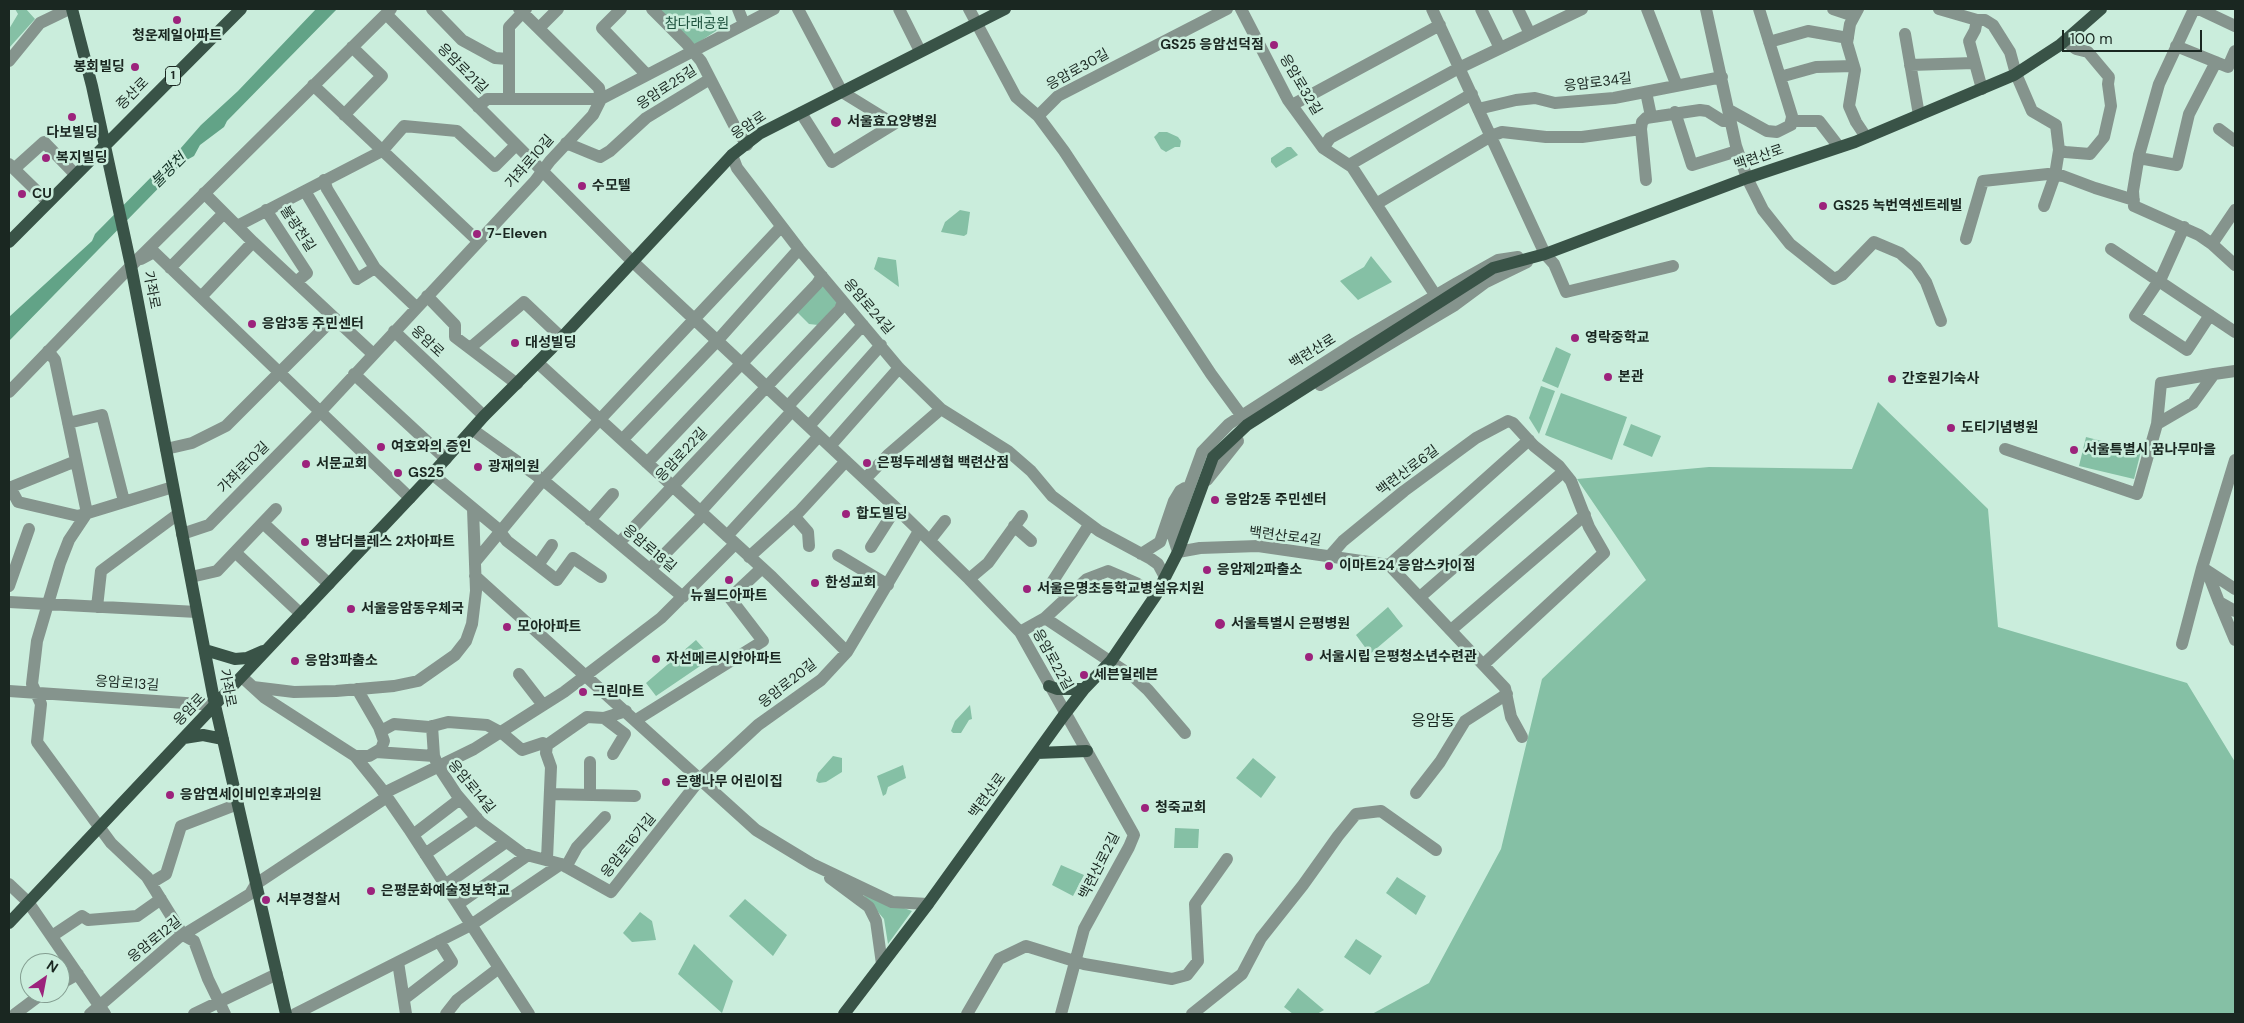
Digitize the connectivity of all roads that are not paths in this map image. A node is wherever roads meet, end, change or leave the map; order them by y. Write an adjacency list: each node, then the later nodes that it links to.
1 (71, 9): 48 (street); 84 (main road)
2 (241, 9): 84 (main road, 증산로 / 1)
3 (432, 9): 47 (street)
4 (558, 9): 35 (street)
5 (621, 9): 55 (street)
6 (653, 9): 44 (street, 응암로25길)
7 (738, 9): 31 (street)
8 (774, 9): 31 (street)
9 (798, 9): 62 (street)
10 (899, 9): 45 (street)
11 (968, 9): 32 (street)
12 (1005, 9): 32 (main road, 응암로)
13 (1227, 9): 74 (street, 응암로30길)
14 (1241, 9): 67 (street, 응암로32길)
15 (1432, 9): 33 (street)
16 (1481, 9): 43 (street)
17 (1518, 9): 36 (street)
18 (1582, 9): 36 (street)
19 (1647, 9): 60 (street)
20 (1706, 9): 56 (street)
21 (1759, 9): 40 (street)
22 (1833, 9): 29 (street)
23 (1939, 9): 30 (street)
24 (2101, 9): 39 (main road, 백련산로)
25 (2194, 9): 41 (street)
26 (2199, 9): 34 (street)
27 (523, 10): 35 (street); 47 (street)
28 (388, 11): 42 (street); 68 (street, 응암로21길)
29 (1856, 12): 38 (street)
30 (1977, 20): 50 (street); 54 (street)
31 (744, 24): 44 (street)
32 (976, 24): 45 (main road, 응암로); 74 (street)
33 (1440, 25): 53 (street); 67 (street)
34 (2235, 26)
35 (539, 28): 66 (street)
36 (1530, 34): 43 (street)
37 (1904, 34): 51 (street)
38 (1848, 38): 40 (street); 52 (street)
39 (2065, 41): 54 (main road, 백련산로); 89 (street)
40 (1769, 42): 57 (street)
41 (2176, 46): 49 (street); 93 (street)
42 (352, 47): 59 (street); 72 (street)
43 (1500, 48): 53 (street)
44 (693, 51): 55 (street); 58 (street, 응암로25길)
45 (920, 51): 62 (main road, 응암로)
46 (2234, 58): 49 (street)
47 (508, 59): 65 (street)
48 (9, 61)
49 (2216, 62): 93 (street)
50 (1974, 63): 51 (street); 61 (street)
51 (1910, 65): 73 (street)
52 (1854, 66): 57 (street); 81 (street)
53 (1460, 68): 64 (street); 88 (street)
54 (2016, 74): 61 (main road, 백련산로); 89 (street)
55 (647, 75): 66 (street)
56 (1722, 77): 60 (street, 응암로34길); 76 (street)
57 (1780, 77): 77 (street)
58 (710, 78): 83 (street, 응암로25길); 86 (street, 응암로25길)
59 (313, 86): 72 (street); 103 (street)
60 (1677, 86): 63 (street, 응암로34길)
61 (1982, 89): 73 (main road, 백련산로)
62 (842, 92): 71 (main road, 응암로); 71 (street)
63 (1646, 92): 69 (street, 응암로34길); 75 (street)
64 (1472, 94): 69 (street); 94 (street)
65 (509, 98): 66 (street); 68 (street)
66 (601, 99): 83 (street, 가좌로10길)
67 (1292, 105): 88 (street, 응암로32길)
68 (478, 107): 85 (street, 응암로21길)
69 (1478, 109): 80 (street)
70 (1675, 112): 75 (street); 76 (street); 91 (street)
71 (801, 113): 86 (main road, 응암로)
72 (344, 115): 90 (street)
73 (1919, 115): 81 (main road, 백련산로)
74 (1038, 116): 162 (street)
75 (1651, 116): 78 (street)
76 (1730, 116): 77 (street); 91 (street)
77 (1791, 121): 87 (street)
78 (1641, 129): 80 (street); 101 (street)
79 (2219, 129): 82 (street)
80 (1491, 136): 106 (street); 121 (street)
81 (1866, 137): 87 (main road, 백련산로)
82 (2235, 141)
83 (566, 143): 96 (street, 가좌로10길)
84 (105, 144): 97 (main road, 증산로 / 1); 122 (main road, 가좌로)
85 (516, 145): 90 (street); 96 (street, 응암로21길)
86 (748, 145): 92 (main road, 응암로)
87 (1839, 147): 99 (main road, 백련산로)
88 (1323, 148): 94 (street, 응암로32길)
89 (2059, 150): 98 (street)
90 (382, 151): 100 (street, 불광천길); 115 (street)
91 (1737, 151): 99 (street)
92 (732, 155): 111 (street, 응암로24길); 123 (main road, 응암로)
93 (2139, 158): 104 (street)
94 (1349, 165): 106 (street, 응암로32길)
95 (11, 167): 97 (street); 105 (street)
96 (542, 171): 115 (street, 가좌로10길); 123 (street, 응암로21길)
97 (75, 174): 105 (main road, 증산로 / 1)
98 (2055, 175): 104 (street); 107 (street); 114 (street)
99 (1747, 178): 121 (main road, 백련산로); 139 (street)
100 (324, 180): 102 (street, 불광천길); 127 (street)
101 (1646, 180)
102 (304, 191): 108 (street, 불광천길); 127 (street)
103 (204, 193): 110 (street); 122 (street)
104 (2134, 200): 113 (street)
105 (48, 202): 116 (main road, 증산로 / 1)
106 (1376, 204): 132 (street, 응암로32길)
107 (2044, 206)
108 (266, 210): 112 (street); 130 (street, 불광천길)
109 (2235, 210): 118 (street)
110 (224, 213): 112 (street); 126 (street)
111 (780, 225): 119 (street, 응암로24길); 138 (street)
112 (237, 226): 117 (street)
113 (2184, 228): 118 (street); 129 (street)
114 (1966, 239)
115 (478, 241): 131 (street, 가좌로10길)
116 (9, 242)
117 (253, 242): 130 (street); 133 (street)
118 (2212, 244): 124 (street)
119 (799, 248): 128 (street, 응암로24길); 144 (street)
120 (2111, 249): 129 (street)
121 (1545, 254): 125 (street); 132 (street, 백련산로); 187 (main road, 백련산로)
122 (130, 260): 126 (street); 147 (street); 173 (main road, 가좌로)
123 (632, 261): 138 (street, 응암로22길); 143 (main road, 응암로)
124 (2235, 265)
125 (1673, 266)
126 (170, 268): 133 (street)
127 (375, 268): 135 (street)
128 (822, 276): 134 (street, 응암로24길); 150 (street, 응암로22길)
129 (2158, 281): 136 (street); 136 (street)
130 (296, 282): 137 (street)
131 (426, 296): 135 (street, 가좌로10길); 146 (street, 응암로)
132 (1436, 296): 162 (street, 백련산로)
133 (201, 297): 153 (street)
134 (843, 302): 140 (street, 응암로24길); 157 (street, 응암로22길)
135 (416, 308): 141 (street, 가좌로10길)
136 (2210, 314): 142 (street)
137 (334, 318): 148 (street); 153 (street)
138 (693, 318): 144 (street, 응암로22길); 164 (street)
139 (1941, 321)
140 (863, 325): 145 (street, 응암로24길); 159 (street)
141 (394, 332): 148 (street, 가좌로10길); 163 (street, 응암로)
142 (2235, 332)
143 (562, 338): 146 (street); 149 (main road, 응암로)
144 (717, 341): 150 (street, 응암로22길); 170 (street)
145 (881, 345): 151 (street, 응암로24길); 167 (street)
146 (470, 348): 156 (street, 응암로)
147 (48, 351): 158 (street); 165 (street)
148 (373, 354): 154 (street, 가좌로10길)
149 (538, 362): 156 (main road, 응암로); 164 (street)
150 (740, 362): 157 (street, 응암로22길); 179 (street, 응암로22길)
151 (899, 368): 160 (street, 응암로24길); 172 (street)
152 (2235, 371): 155 (street)
153 (281, 373): 161 (street); 173 (street)
154 (354, 374): 161 (street, 가좌로10길); 175 (street)
155 (2214, 374): 166 (street); 166 (street)
156 (517, 384): 163 (main road, 응암로)
157 (766, 387): 159 (street, 응암로22길); 184 (street, 응암로22길)
158 (9, 392)
159 (790, 409): 167 (street, 응암로22길); 194 (street)
160 (941, 409): 182 (street); 203 (street, 응암로24길)
161 (321, 411): 189 (street); 208 (street, 가좌로10길)
162 (1241, 415): 187 (street, 백련산로)
163 (484, 416): 168 (main road, 응암로)
164 (598, 419): 170 (street); 183 (street)
165 (68, 423): 177 (street); 190 (street)
166 (2157, 424): 174 (street)
167 (809, 426): 169 (street, 응암로22길)
168 (473, 430): 175 (main road, 응암로); 183 (street, 응암로18길)
169 (819, 436): 172 (street, 응암로22길); 209 (street)
170 (622, 440): 179 (street)
171 (1528, 440): 180 (street); 221 (street, 백련산로6길); 224 (street)
172 (830, 446): 178 (street, 응암로22길)
173 (166, 449): 185 (main road, 가좌로)
174 (2004, 449)
175 (446, 459): 181 (main road, 응암로)
176 (2235, 460): 226 (street)
177 (76, 461): 186 (street); 195 (street)
178 (846, 461): 182 (street, 응암로22길); 198 (street)
179 (648, 463): 184 (street)
180 (1563, 472): 197 (street); 240 (street)
181 (432, 474): 189 (main road, 응암로); 193 (street)
182 (865, 479): 191 (street, 응암로22길)
183 (543, 480): 200 (street, 응암로18길); 207 (street)
184 (673, 486): 194 (street); 212 (street, 응암로22길)
185 (173, 487): 190 (street); 196 (main road, 가좌로)
186 (9, 488): 195 (street)
187 (1195, 488): 217 (main road, 백련산로); 218 (street)
188 (614, 494): 200 (street)
189 (410, 498): 233 (main road, 응암로)
190 (124, 501): 195 (street)
191 (896, 508): 206 (street, 응암로22길); 215 (street)
192 (276, 509): 202 (street)
193 (473, 509): 207 (street); 222 (street)
194 (702, 513): 209 (street); 227 (street)
195 (87, 514): 243 (street)
196 (178, 514): 208 (main road, 가좌로); 244 (street)
197 (1585, 515): 249 (street); 257 (street)
198 (794, 516): 214 (street); 220 (street)
199 (1022, 516): 204 (street)
200 (590, 520): 212 (street, 응암로18길)
201 (945, 520): 210 (street)
202 (263, 523): 216 (street); 233 (street)
203 (1089, 525): 218 (street, 응암로24길); 238 (street)
204 (1014, 526): 211 (street); 232 (street)
205 (29, 529): 235 (street)
206 (919, 531): 210 (street, 응암로22길); 234 (street)
207 (501, 533): 222 (street); 223 (street)
208 (182, 534): 229 (main road, 가좌로)
209 (731, 540): 220 (street); 239 (street)
210 (930, 540): 232 (street, 응암로22길)
211 (1031, 541)
212 (619, 544): 227 (street, 응암로18길)
213 (552, 545): 223 (street)
214 (809, 546)
215 (871, 547)
216 (235, 552): 229 (street); 247 (street)
217 (1178, 552): 221 (street, 백련산로4길); 231 (main road, 백련산로)
218 (1141, 554): 231 (street, 응암로24길)
219 (838, 555): 234 (street)
220 (749, 556): 225 (street)
221 (1328, 557): 224 (street, 백련산로4길)
222 (475, 562): 228 (street)
223 (538, 565): 230 (street)
224 (1389, 565): 240 (street)
225 (762, 568): 255 (street); 273 (street)
226 (2202, 568): 236 (street); 242 (street); 252 (street)
227 (650, 569): 239 (street, 응암로18길)
228 (475, 576): 259 (street); 263 (street)
229 (191, 577): 246 (main road, 가좌로)
230 (601, 577)
231 (1165, 577): 237 (main road, 백련산로)
232 (969, 578): 250 (street, 응암로22길)
233 (329, 584): 247 (main road, 응암로)
234 (888, 585): 255 (street)
235 (9, 586)
236 (2235, 589)
237 (1156, 595): 238 (street); 256 (main road, 백련산로)
238 (1067, 596): 248 (street)
239 (683, 597): 259 (street)
240 (1420, 597): 249 (street)
241 (9, 602): 243 (street)
242 (2219, 602): 245 (street); 251 (street)
243 (46, 604): 244 (street); 266 (street)
244 (97, 607): 246 (street)
245 (2235, 611)
246 (197, 612): 253 (main road, 가좌로)
247 (300, 614): 254 (main road, 응암로)
248 (1046, 618): 250 (street); 256 (street)
249 (1451, 630): 257 (street)
250 (1020, 632): 261 (street, 응암로22길)
251 (2235, 640)
252 (2182, 644)
253 (205, 650): 254 (main road); 268 (main road, 가좌로)
254 (267, 650): 260 (main road, 응암로)
255 (847, 652): 289 (street, 응암로20길)
256 (1111, 662): 264 (main road, 백련산로); 277 (street)
257 (1484, 664): 267 (street)
258 (520, 674): 269 (street)
259 (586, 675): 269 (street); 270 (street)
260 (242, 677): 262 (street); 268 (main road, 응암로)
261 (1049, 686): 264 (main road); 271 (street, 응암로22길)
262 (253, 687): 263 (street); 286 (street)
263 (357, 689): 275 (street)
264 (1084, 689): 271 (main road, 백련산로)
265 (9, 691): 266 (street, 응암로13길)
266 (37, 693): 268 (street, 응암로13길); 299 (street)
267 (1507, 694): 278 (street); 290 (street)
268 (215, 705): 279 (main road, 응암로); 280 (main road, 가좌로)
269 (543, 706): 276 (street)
270 (626, 711): 272 (street); 273 (street)
271 (1064, 714): 283 (street, 백련산로2길); 284 (main road, 백련산로)
272 (604, 718): 281 (street); 285 (street)
273 (636, 720): 289 (street)
274 (432, 726): 275 (street); 276 (street); 287 (street)
275 (381, 731): 282 (street)
276 (502, 733): 281 (street); 287 (street)
277 (1185, 733)
278 (1522, 737)
279 (184, 738): 280 (main road); 299 (main road, 응암로)
280 (223, 739): 296 (main road, 가좌로)
281 (547, 745): 291 (street)
282 (376, 752): 286 (street); 287 (street)
283 (1087, 752): 284 (main road); 323 (street, 백련산로2길)
284 (1037, 753): 316 (main road, 백련산로)
285 (613, 754)
286 (355, 756): 292 (street)
287 (436, 761): 292 (street, 응암로14길); 295 (street, 응암로14길)
288 (590, 762): 293 (street)
289 (701, 778): 307 (street); 308 (street, 응암로16가길)
290 (1416, 793)
291 (550, 794): 293 (street); 305 (street)
292 (386, 795): 300 (street); 311 (street)
293 (590, 795): 294 (street)
294 (635, 796)
295 (460, 799): 298 (street, 응암로14길); 300 (street)
296 (238, 804): 309 (street); 311 (main road, 가좌로)
297 (605, 817): 308 (street)
298 (477, 818): 301 (street, 응암로14길); 303 (street)
299 (100, 826): 309 (street); 314 (main road, 응암로)
300 (412, 835): 303 (street)
301 (506, 842): 304 (street, 응암로14길); 312 (street)
302 (1436, 850): 344 (street)
303 (425, 854): 312 (street)
304 (528, 855): 305 (street, 응암로14길); 315 (street)
305 (547, 859): 308 (street, 응암로16가길)
306 (1226, 860): 323 (street)
307 (812, 864): 316 (street); 324 (street)
308 (563, 865): 318 (street)
309 (150, 883): 313 (street)
310 (9, 884): 314 (street, 응암로12길)
311 (256, 884): 319 (street, 응암로12길); 327 (main road, 가좌로)
312 (445, 885): 315 (street)
313 (161, 899): 319 (street); 320 (street, 응암로12길)
314 (28, 902): 317 (main road, 응암로); 320 (street, 응암로12길)
315 (458, 904): 318 (street)
316 (928, 904): 324 (main road, 백련산로)
317 (9, 923)
318 (471, 925): 321 (street); 325 (street)
319 (183, 935): 330 (street); 332 (street, 응암로12길)
320 (52, 936): 326 (street, 응암로12길)
321 (439, 941): 322 (street); 329 (street)
322 (398, 962): 329 (street); 337 (street)
323 (1076, 962): 342 (street); 343 (street, 백련산로2길)
324 (882, 964): 341 (main road, 백련산로)
325 (499, 968): 339 (street); 340 (street)
326 (78, 974): 328 (street); 332 (street, 응암로12길)
327 (277, 974): 330 (street); 336 (main road, 가좌로)
328 (70, 978)
329 (404, 999): 338 (street)
330 (218, 1002): 334 (street); 335 (street)
331 (30, 1003): 333 (street)
332 (98, 1012)
333 (15, 1014)
334 (194, 1014)
335 (225, 1014)
336 (286, 1014)
337 (295, 1014)
338 (406, 1014)
339 (446, 1014)
340 (529, 1014)
341 (844, 1014)
342 (967, 1014)
343 (1061, 1014)
344 (1192, 1014)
┄┄┄┄┄┄┄┄┄┄
### What is being asked
Extract from the data every line where "불광천길" shows up.

### Result for this task
90 (382, 151): 100 (street, 불광천길); 115 (street)
100 (324, 180): 102 (street, 불광천길); 127 (street)
102 (304, 191): 108 (street, 불광천길); 127 (street)
108 (266, 210): 112 (street); 130 (street, 불광천길)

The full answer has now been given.